====== INPUT MATERIAL
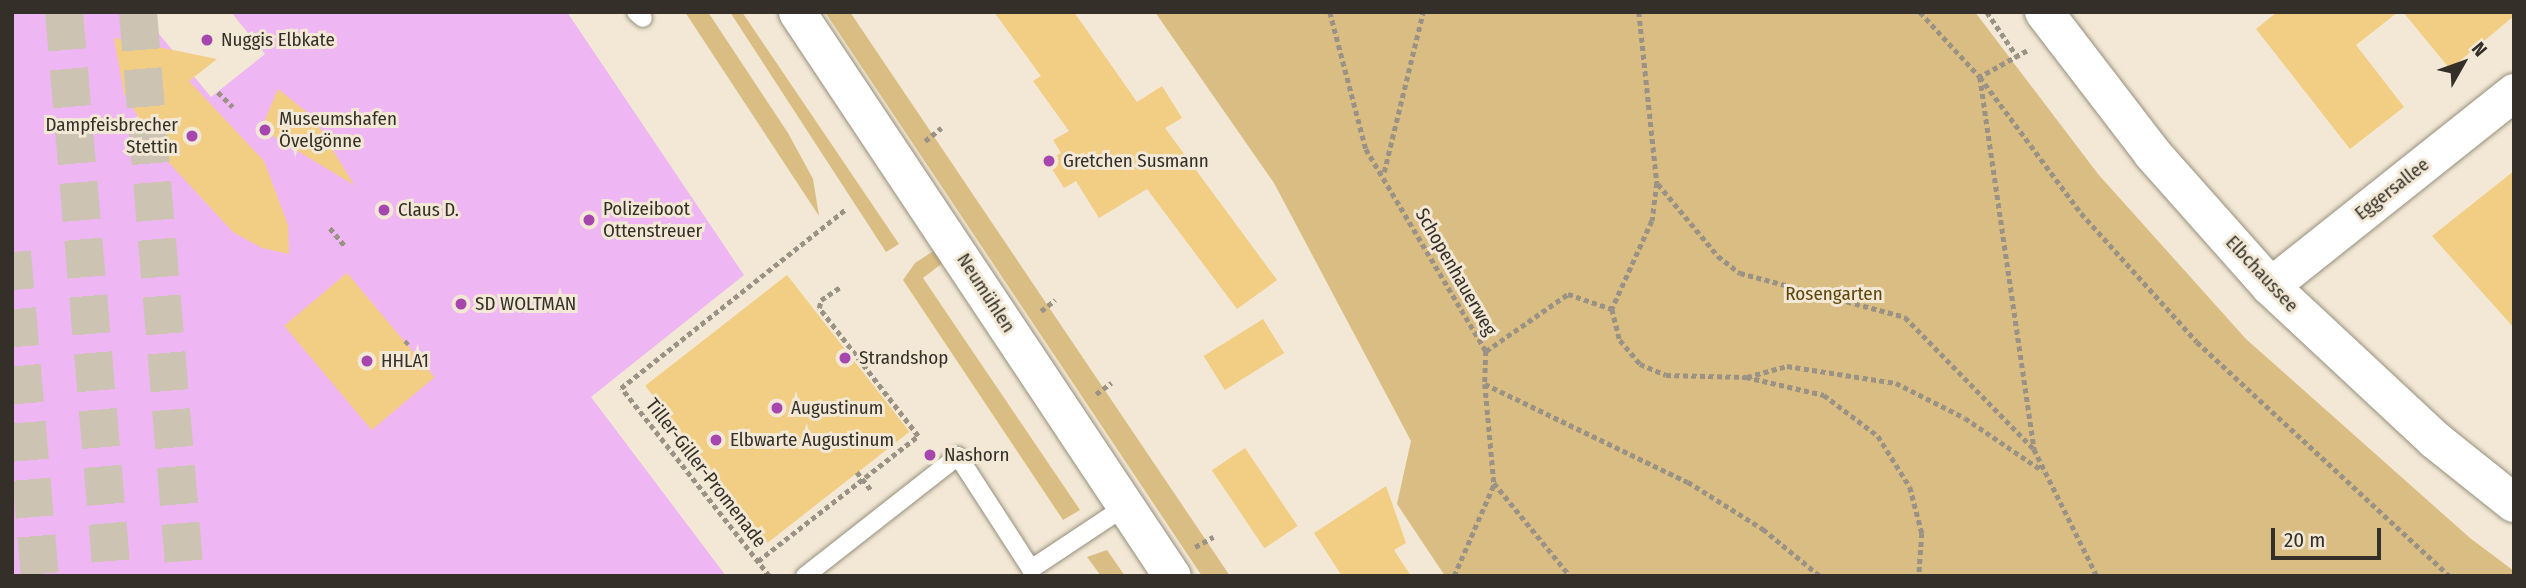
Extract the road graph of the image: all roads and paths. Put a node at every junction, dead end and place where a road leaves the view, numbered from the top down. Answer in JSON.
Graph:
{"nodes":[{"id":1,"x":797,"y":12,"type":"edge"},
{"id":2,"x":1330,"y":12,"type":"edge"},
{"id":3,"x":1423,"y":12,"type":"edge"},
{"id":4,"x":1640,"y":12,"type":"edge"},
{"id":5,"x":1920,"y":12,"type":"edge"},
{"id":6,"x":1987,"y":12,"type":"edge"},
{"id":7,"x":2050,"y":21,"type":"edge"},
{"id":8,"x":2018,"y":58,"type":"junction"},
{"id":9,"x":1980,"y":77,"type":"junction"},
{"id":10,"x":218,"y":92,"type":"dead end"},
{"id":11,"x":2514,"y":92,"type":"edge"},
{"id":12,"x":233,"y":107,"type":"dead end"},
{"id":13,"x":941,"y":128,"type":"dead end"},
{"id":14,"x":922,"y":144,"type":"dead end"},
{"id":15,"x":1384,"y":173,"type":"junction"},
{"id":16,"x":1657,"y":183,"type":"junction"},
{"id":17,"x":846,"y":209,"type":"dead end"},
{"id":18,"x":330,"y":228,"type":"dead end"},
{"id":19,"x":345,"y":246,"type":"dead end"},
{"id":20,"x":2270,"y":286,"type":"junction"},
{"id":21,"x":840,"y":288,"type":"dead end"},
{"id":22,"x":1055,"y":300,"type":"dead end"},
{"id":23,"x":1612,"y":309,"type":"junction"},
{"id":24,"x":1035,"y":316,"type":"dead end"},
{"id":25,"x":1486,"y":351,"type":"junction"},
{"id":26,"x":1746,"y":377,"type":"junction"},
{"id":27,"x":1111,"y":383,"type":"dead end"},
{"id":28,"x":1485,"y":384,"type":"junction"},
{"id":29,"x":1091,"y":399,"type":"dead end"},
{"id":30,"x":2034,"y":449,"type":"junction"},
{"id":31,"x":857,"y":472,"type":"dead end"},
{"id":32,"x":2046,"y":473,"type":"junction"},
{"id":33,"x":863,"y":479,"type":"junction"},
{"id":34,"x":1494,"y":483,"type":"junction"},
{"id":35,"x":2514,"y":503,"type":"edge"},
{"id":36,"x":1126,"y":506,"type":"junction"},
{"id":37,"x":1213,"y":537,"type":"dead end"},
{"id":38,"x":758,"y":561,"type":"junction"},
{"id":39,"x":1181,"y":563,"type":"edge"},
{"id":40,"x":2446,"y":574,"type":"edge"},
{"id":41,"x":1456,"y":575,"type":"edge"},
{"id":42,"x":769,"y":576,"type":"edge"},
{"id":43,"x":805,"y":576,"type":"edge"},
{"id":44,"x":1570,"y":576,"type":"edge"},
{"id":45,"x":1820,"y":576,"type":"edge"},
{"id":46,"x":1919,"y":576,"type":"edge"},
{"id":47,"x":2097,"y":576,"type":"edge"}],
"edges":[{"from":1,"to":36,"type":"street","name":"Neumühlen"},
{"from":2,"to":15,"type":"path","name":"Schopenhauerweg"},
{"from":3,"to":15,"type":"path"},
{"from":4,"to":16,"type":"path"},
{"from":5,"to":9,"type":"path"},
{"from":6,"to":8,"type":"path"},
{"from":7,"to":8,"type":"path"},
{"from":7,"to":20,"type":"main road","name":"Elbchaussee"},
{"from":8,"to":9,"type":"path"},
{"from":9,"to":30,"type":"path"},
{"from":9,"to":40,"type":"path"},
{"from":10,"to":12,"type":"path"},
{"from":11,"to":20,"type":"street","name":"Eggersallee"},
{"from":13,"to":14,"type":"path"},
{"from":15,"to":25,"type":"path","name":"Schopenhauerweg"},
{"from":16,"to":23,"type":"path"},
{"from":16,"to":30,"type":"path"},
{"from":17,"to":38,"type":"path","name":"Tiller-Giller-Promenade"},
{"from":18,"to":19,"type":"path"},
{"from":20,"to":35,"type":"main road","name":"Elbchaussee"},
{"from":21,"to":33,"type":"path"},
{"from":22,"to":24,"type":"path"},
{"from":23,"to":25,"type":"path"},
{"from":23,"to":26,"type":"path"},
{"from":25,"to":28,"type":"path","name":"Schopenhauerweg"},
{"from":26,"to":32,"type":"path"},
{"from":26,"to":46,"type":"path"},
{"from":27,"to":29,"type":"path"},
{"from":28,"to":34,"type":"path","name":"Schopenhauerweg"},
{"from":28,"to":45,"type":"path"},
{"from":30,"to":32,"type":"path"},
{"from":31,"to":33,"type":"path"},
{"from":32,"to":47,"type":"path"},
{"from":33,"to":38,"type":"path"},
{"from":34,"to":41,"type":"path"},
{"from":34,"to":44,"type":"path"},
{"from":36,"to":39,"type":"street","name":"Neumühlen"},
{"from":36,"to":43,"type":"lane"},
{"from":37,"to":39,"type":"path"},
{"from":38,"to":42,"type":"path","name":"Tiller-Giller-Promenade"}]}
============
Without including the pictures, copy all of the data exactly.

Extract the road graph of the image: all roads and paths. Put a node at every junction, dead end and place where a road leaves the view, numbered from the top down. Answer in JSON.
Graph:
{"nodes":[{"id":1,"x":797,"y":12,"type":"edge"},
{"id":2,"x":1330,"y":12,"type":"edge"},
{"id":3,"x":1423,"y":12,"type":"edge"},
{"id":4,"x":1640,"y":12,"type":"edge"},
{"id":5,"x":1920,"y":12,"type":"edge"},
{"id":6,"x":1987,"y":12,"type":"edge"},
{"id":7,"x":2050,"y":21,"type":"edge"},
{"id":8,"x":2018,"y":58,"type":"junction"},
{"id":9,"x":1980,"y":77,"type":"junction"},
{"id":10,"x":218,"y":92,"type":"dead end"},
{"id":11,"x":2514,"y":92,"type":"edge"},
{"id":12,"x":233,"y":107,"type":"dead end"},
{"id":13,"x":941,"y":128,"type":"dead end"},
{"id":14,"x":922,"y":144,"type":"dead end"},
{"id":15,"x":1384,"y":173,"type":"junction"},
{"id":16,"x":1657,"y":183,"type":"junction"},
{"id":17,"x":846,"y":209,"type":"dead end"},
{"id":18,"x":330,"y":228,"type":"dead end"},
{"id":19,"x":345,"y":246,"type":"dead end"},
{"id":20,"x":2270,"y":286,"type":"junction"},
{"id":21,"x":840,"y":288,"type":"dead end"},
{"id":22,"x":1055,"y":300,"type":"dead end"},
{"id":23,"x":1612,"y":309,"type":"junction"},
{"id":24,"x":1035,"y":316,"type":"dead end"},
{"id":25,"x":1486,"y":351,"type":"junction"},
{"id":26,"x":1746,"y":377,"type":"junction"},
{"id":27,"x":1111,"y":383,"type":"dead end"},
{"id":28,"x":1485,"y":384,"type":"junction"},
{"id":29,"x":1091,"y":399,"type":"dead end"},
{"id":30,"x":2034,"y":449,"type":"junction"},
{"id":31,"x":857,"y":472,"type":"dead end"},
{"id":32,"x":2046,"y":473,"type":"junction"},
{"id":33,"x":863,"y":479,"type":"junction"},
{"id":34,"x":1494,"y":483,"type":"junction"},
{"id":35,"x":2514,"y":503,"type":"edge"},
{"id":36,"x":1126,"y":506,"type":"junction"},
{"id":37,"x":1213,"y":537,"type":"dead end"},
{"id":38,"x":758,"y":561,"type":"junction"},
{"id":39,"x":1181,"y":563,"type":"edge"},
{"id":40,"x":2446,"y":574,"type":"edge"},
{"id":41,"x":1456,"y":575,"type":"edge"},
{"id":42,"x":769,"y":576,"type":"edge"},
{"id":43,"x":805,"y":576,"type":"edge"},
{"id":44,"x":1570,"y":576,"type":"edge"},
{"id":45,"x":1820,"y":576,"type":"edge"},
{"id":46,"x":1919,"y":576,"type":"edge"},
{"id":47,"x":2097,"y":576,"type":"edge"}],
"edges":[{"from":1,"to":36,"type":"street","name":"Neumühlen"},
{"from":2,"to":15,"type":"path","name":"Schopenhauerweg"},
{"from":3,"to":15,"type":"path"},
{"from":4,"to":16,"type":"path"},
{"from":5,"to":9,"type":"path"},
{"from":6,"to":8,"type":"path"},
{"from":7,"to":8,"type":"path"},
{"from":7,"to":20,"type":"main road","name":"Elbchaussee"},
{"from":8,"to":9,"type":"path"},
{"from":9,"to":30,"type":"path"},
{"from":9,"to":40,"type":"path"},
{"from":10,"to":12,"type":"path"},
{"from":11,"to":20,"type":"street","name":"Eggersallee"},
{"from":13,"to":14,"type":"path"},
{"from":15,"to":25,"type":"path","name":"Schopenhauerweg"},
{"from":16,"to":23,"type":"path"},
{"from":16,"to":30,"type":"path"},
{"from":17,"to":38,"type":"path","name":"Tiller-Giller-Promenade"},
{"from":18,"to":19,"type":"path"},
{"from":20,"to":35,"type":"main road","name":"Elbchaussee"},
{"from":21,"to":33,"type":"path"},
{"from":22,"to":24,"type":"path"},
{"from":23,"to":25,"type":"path"},
{"from":23,"to":26,"type":"path"},
{"from":25,"to":28,"type":"path","name":"Schopenhauerweg"},
{"from":26,"to":32,"type":"path"},
{"from":26,"to":46,"type":"path"},
{"from":27,"to":29,"type":"path"},
{"from":28,"to":34,"type":"path","name":"Schopenhauerweg"},
{"from":28,"to":45,"type":"path"},
{"from":30,"to":32,"type":"path"},
{"from":31,"to":33,"type":"path"},
{"from":32,"to":47,"type":"path"},
{"from":33,"to":38,"type":"path"},
{"from":34,"to":41,"type":"path"},
{"from":34,"to":44,"type":"path"},
{"from":36,"to":39,"type":"street","name":"Neumühlen"},
{"from":36,"to":43,"type":"lane"},
{"from":37,"to":39,"type":"path"},
{"from":38,"to":42,"type":"path","name":"Tiller-Giller-Promenade"}]}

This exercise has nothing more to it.